At the end of sh’loshim, it is appropriate for family and friends to gather together to read or study sacred texts and to recall the deceased. When mourning a parent, mourners continue to avoid public festivities for twelve months.

5. UNVEILING OF THE GRAVESTONE

The gravestone is a permanent reminder to us of the impact of their lives upon ours. An unveiling is another traditional touchpoint to help us create a sense of closure. 

At the unveiling, we create the opportunity to reflect upon and express the unique gifts that our loved one has given to us, now through the lens of the perspective of time. How are we different than we were at the time of our loss? How have we been transformed? What teachings of theirs and memories remain strong?  

An unveiling is not a funeral, but it does have certain characteristics in common. We recite the memorial prayer (El Malei Rachamim), say the Mourner’s Kaddish, and recite Psalm 23 or share other words of comfort and those that affirm life.

When should the unveiling take place? Any time after sh’loshim, but some prefer to plan it around the first Yahrzeit.

6. YAHRZEIT:  Anniversary of a loved one’s passing

Yahrzeit is observed on each anniversary of the day of death according to the Hebrew calendar. One who is not certain of the day when a relative died should select an appropriate date on which to observe the Yahrzeit each year.

A yahrzeit candle should burn in the home during the twenty-four-hour period of the yahrzeit, just before sunset to the following sunset. When the Yahrzeit coincides with Shabbat, Yom Tov, or Yom Kippur, the Yahrzeit candle should be lit before Shabbat, Yom Tov, or Yom Kippur candles. When a Yahrzeit begins on Saturday night or after Yom Tov, the Yahrzeit candle should not be lit until after Havdalah.

Mourner’s Kaddish is recited by the immediate relatives at all services on the Yahrzeit. If one is unable to recite Kaddish on the actual day of the Yahrzeit, one may do so at the closest Shabbat service to that date. In our congregation, the weekly Yahrzeit list includes names of those whose Yahrzeits will occur during the coming week.
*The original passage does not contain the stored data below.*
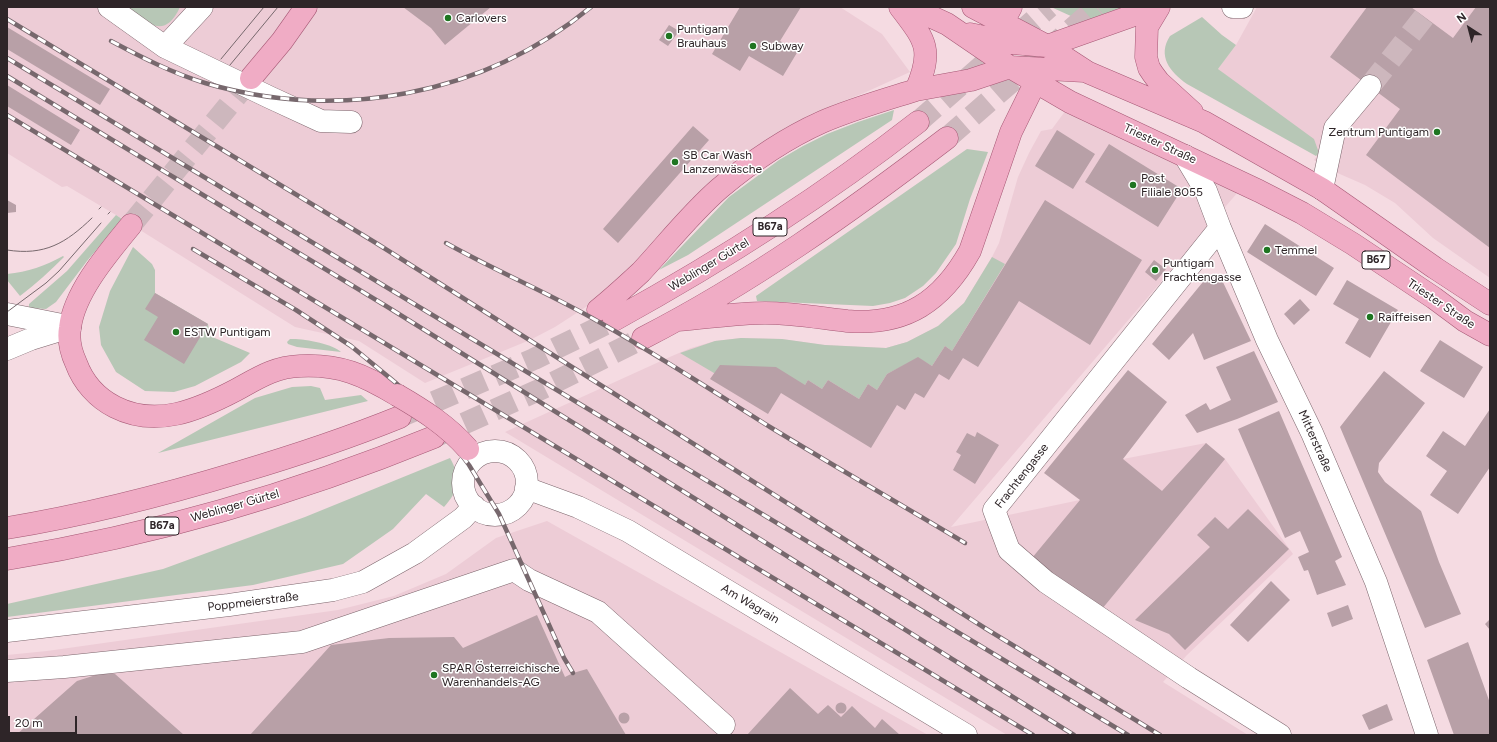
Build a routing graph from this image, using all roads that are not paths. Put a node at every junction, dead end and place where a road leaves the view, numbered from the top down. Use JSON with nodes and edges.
{"nodes":[{"id":1,"x":109,"y":7,"type":"edge"},
{"id":2,"x":200,"y":7,"type":"edge"},
{"id":3,"x":306,"y":7,"type":"edge"},
{"id":4,"x":320,"y":7,"type":"edge"},
{"id":5,"x":900,"y":7,"type":"edge"},
{"id":6,"x":910,"y":7,"type":"edge"},
{"id":7,"x":973,"y":7,"type":"edge"},
{"id":8,"x":1158,"y":7,"type":"edge"},
{"id":9,"x":1233,"y":7,"type":"edge"},
{"id":10,"x":1242,"y":7,"type":"edge"},
{"id":11,"x":1007,"y":15,"type":"edge"},
{"id":12,"x":961,"y":33,"type":"junction"},
{"id":13,"x":282,"y":41,"type":"junction"},
{"id":14,"x":1012,"y":43,"type":"junction"},
{"id":15,"x":1047,"y":46,"type":"junction"},
{"id":16,"x":165,"y":47,"type":"junction"},
{"id":17,"x":1024,"y":72,"type":"junction"},
{"id":18,"x":1087,"y":72,"type":"junction"},
{"id":19,"x":251,"y":78,"type":"tunnel mouth"},
{"id":20,"x":1370,"y":86,"type":"tunnel mouth"},
{"id":21,"x":916,"y":90,"type":"junction"},
{"id":22,"x":351,"y":122,"type":"dead end"},
{"id":23,"x":918,"y":122,"type":"tunnel mouth"},
{"id":24,"x":1204,"y":122,"type":"junction"},
{"id":25,"x":947,"y":138,"type":"tunnel mouth"},
{"id":26,"x":1185,"y":156,"type":"junction"},
{"id":27,"x":1322,"y":189,"type":"junction"},
{"id":28,"x":131,"y":225,"type":"tunnel mouth"},
{"id":29,"x":1220,"y":228,"type":"junction"},
{"id":30,"x":1490,"y":304,"type":"edge"},
{"id":31,"x":7,"y":314,"type":"edge"},
{"id":32,"x":678,"y":320,"type":"junction"},
{"id":33,"x":70,"y":327,"type":"junction"},
{"id":34,"x":1490,"y":335,"type":"edge"},
{"id":35,"x":643,"y":338,"type":"tunnel mouth"},
{"id":36,"x":7,"y":349,"type":"edge"},
{"id":37,"x":400,"y":417,"type":"tunnel mouth"},
{"id":38,"x":434,"y":437,"type":"tunnel mouth"},
{"id":39,"x":471,"y":454,"type":"junction"},
{"id":40,"x":526,"y":488,"type":"junction"},
{"id":41,"x":474,"y":506,"type":"junction"},
{"id":42,"x":7,"y":516,"type":"edge"},
{"id":43,"x":50,"y":519,"type":"junction"},
{"id":44,"x":7,"y":528,"type":"edge"},
{"id":45,"x":7,"y":559,"type":"edge"},
{"id":46,"x":7,"y":631,"type":"edge"},
{"id":47,"x":7,"y":671,"type":"edge"},
{"id":48,"x":724,"y":725,"type":"dead end"},
{"id":49,"x":966,"y":735,"type":"edge"},
{"id":50,"x":1280,"y":735,"type":"edge"},
{"id":51,"x":1427,"y":735,"type":"edge"}],
"edges":[{"from":1,"to":16,"type":"street"},
{"from":2,"to":16,"type":"street"},
{"from":3,"to":13,"type":"main road"},
{"from":4,"to":13,"type":"main road"},
{"from":5,"to":21,"type":"main road"},
{"from":6,"to":12,"type":"main road","name":"Triester Straße","number":"B67"},
{"from":7,"to":11,"type":"main road","number":"B67"},
{"from":8,"to":15,"type":"main road"},
{"from":8,"to":24,"type":"main road"},
{"from":9,"to":10,"type":"street"},
{"from":11,"to":14,"type":"main road"},
{"from":11,"to":15,"type":"main road","number":"B67"},
{"from":12,"to":14,"type":"main road"},
{"from":12,"to":17,"type":"main road","name":"Triester Straße","number":"B67"},
{"from":13,"to":19,"type":"main road"},
{"from":14,"to":15,"type":"main road"},
{"from":14,"to":17,"type":"main road"},
{"from":15,"to":18,"type":"main road","number":"B67"},
{"from":16,"to":22,"type":"street"},
{"from":17,"to":18,"type":"main road"},
{"from":17,"to":21,"type":"main road"},
{"from":17,"to":26,"type":"main road","name":"Triester Straße","number":"B67"},
{"from":17,"to":32,"type":"main road"},
{"from":18,"to":24,"type":"main road","number":"B67"},
{"from":20,"to":27,"type":"street"},
{"from":21,"to":23,"type":"main road","name":"Weblinger Gürtel","number":"B67a"},
{"from":24,"to":27,"type":"main road","number":"B67"},
{"from":25,"to":32,"type":"main road","number":"B67a"},
{"from":26,"to":29,"type":"street","name":"Mitterstraße"},
{"from":26,"to":34,"type":"main road","name":"Triester Straße","number":"B67"},
{"from":27,"to":30,"type":"main road","number":"B67"},
{"from":28,"to":33,"type":"main road"},
{"from":29,"to":50,"type":"street","name":"Frachtengasse"},
{"from":29,"to":51,"type":"street","name":"Mitterstraße"},
{"from":31,"to":33,"type":"street"},
{"from":32,"to":35,"type":"main road","number":"B67a"},
{"from":33,"to":36,"type":"street"},
{"from":33,"to":39,"type":"main road","bridge":true},
{"from":37,"to":43,"type":"main road","number":"B67a"},
{"from":38,"to":45,"type":"main road","name":"Weblinger Gürtel","number":"B67a"},
{"from":39,"to":40,"type":"street"},
{"from":39,"to":41,"type":"street"},
{"from":40,"to":41,"type":"street"},
{"from":40,"to":49,"type":"street","name":"Am Wagrain"},
{"from":41,"to":46,"type":"street","name":"Poppmeierstraße"},
{"from":42,"to":43,"type":"main road"},
{"from":43,"to":44,"type":"main road","number":"B67a"},
{"from":47,"to":48,"type":"street"}]}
7. YIZKOR:  Memorial Service

Yizkor means “memorial,” from the root word zakhor – remember. It is the memorial service, recited four times a year in the synagogue – after the Torah reading on Yom Kippur, Sh’mini Atzeret (the eighth day of Sukkot), the last day of Pesach, and the second day of Shavuot. Contrary to widespread opinion, a person with living parents may be present while Yizkor is recited.